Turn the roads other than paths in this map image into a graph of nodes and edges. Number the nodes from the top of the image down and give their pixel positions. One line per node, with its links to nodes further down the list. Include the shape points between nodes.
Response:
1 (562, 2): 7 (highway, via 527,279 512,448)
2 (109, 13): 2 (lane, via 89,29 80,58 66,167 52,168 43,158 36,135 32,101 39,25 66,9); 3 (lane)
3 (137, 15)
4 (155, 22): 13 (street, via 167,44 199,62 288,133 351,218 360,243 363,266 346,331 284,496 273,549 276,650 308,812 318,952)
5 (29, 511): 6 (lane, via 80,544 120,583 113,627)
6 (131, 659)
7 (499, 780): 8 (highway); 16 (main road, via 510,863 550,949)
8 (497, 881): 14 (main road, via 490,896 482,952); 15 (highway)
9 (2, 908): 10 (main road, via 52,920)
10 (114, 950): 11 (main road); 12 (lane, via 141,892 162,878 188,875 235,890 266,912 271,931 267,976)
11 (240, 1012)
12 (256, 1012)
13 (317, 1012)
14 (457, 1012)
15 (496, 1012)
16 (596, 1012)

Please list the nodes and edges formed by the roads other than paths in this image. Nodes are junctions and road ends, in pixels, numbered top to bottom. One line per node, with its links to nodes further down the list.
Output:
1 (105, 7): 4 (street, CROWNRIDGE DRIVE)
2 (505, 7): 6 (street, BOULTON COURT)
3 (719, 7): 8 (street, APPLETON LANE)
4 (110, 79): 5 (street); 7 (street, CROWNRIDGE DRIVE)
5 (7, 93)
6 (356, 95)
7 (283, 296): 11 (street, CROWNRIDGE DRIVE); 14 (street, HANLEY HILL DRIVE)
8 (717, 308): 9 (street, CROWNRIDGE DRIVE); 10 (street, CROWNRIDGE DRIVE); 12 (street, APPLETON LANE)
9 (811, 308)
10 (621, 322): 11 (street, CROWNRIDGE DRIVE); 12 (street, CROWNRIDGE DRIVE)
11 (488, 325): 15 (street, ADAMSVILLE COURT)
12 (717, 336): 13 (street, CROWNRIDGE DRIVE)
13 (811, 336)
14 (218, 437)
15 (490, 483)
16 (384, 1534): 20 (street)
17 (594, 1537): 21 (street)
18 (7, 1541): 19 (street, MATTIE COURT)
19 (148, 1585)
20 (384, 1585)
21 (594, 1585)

....................

Exercise: All lines above containing the string "node" are to be collected.

Task response:
Turn the roads other than paths in this map image into a graph of nodes and edges. Number the nodes from the top of the image down and give their pixel positions. One line per node, with its links to nodes further down the list. Include the shape points between nodes.
Please list the nodes and edges formed by the roads other than paths in this image. Nodes are junctions and road ends, in pixels, numbered top to bottom. One line per node, with its links to nodes further down the list.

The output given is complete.